INFORMATION GIVEN: Begin

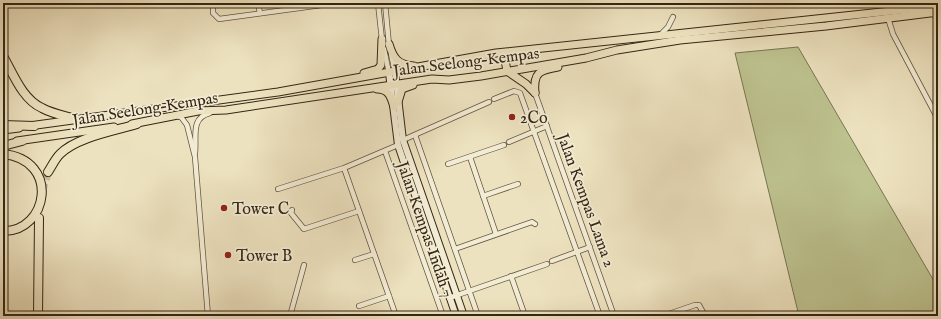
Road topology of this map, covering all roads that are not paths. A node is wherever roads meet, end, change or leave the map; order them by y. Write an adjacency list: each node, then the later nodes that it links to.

INFORMATION GIVEN: End
INFORMATION GIVEN: Begin

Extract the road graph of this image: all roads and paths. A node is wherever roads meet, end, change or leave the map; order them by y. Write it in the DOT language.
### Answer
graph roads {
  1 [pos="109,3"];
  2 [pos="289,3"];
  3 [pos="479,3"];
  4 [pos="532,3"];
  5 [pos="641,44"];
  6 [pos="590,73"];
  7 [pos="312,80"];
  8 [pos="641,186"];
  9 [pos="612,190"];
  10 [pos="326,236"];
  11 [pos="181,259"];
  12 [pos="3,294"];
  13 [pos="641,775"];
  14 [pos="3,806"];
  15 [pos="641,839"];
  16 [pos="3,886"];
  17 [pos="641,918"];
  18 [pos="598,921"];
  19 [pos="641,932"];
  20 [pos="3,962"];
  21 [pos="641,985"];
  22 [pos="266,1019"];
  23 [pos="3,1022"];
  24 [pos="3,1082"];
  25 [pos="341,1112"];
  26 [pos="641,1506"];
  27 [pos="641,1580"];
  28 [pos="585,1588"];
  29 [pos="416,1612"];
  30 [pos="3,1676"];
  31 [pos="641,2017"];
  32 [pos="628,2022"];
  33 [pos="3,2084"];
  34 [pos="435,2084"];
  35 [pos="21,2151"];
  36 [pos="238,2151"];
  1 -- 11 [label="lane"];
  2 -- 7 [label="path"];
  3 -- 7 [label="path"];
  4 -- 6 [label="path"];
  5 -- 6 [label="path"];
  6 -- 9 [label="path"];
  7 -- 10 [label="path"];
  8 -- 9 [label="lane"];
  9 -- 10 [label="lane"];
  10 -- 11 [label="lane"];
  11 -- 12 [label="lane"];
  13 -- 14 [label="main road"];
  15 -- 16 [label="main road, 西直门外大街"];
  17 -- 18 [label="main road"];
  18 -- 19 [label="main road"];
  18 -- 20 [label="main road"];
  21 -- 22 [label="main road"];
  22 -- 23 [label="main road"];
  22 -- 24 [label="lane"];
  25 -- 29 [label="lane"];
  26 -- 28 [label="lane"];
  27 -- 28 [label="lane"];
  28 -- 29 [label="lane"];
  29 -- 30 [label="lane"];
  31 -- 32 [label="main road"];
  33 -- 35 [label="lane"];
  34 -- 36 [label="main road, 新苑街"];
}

INFORMATION GIVEN: End

### WHAT YOU NEED TO DO
Return each line from the records that includes the word "paths".

### ANSWER SECTION
Road topology of this map, covering all roads that are not paths. A node is wherever roads meet, end, change or leave the map; order them by y. Write an adjacency list: each node, then the later nodes that it links to.
Extract the road graph of this image: all roads and paths. A node is wherever roads meet, end, change or leave the map; order them by y. Write it in the DOT language.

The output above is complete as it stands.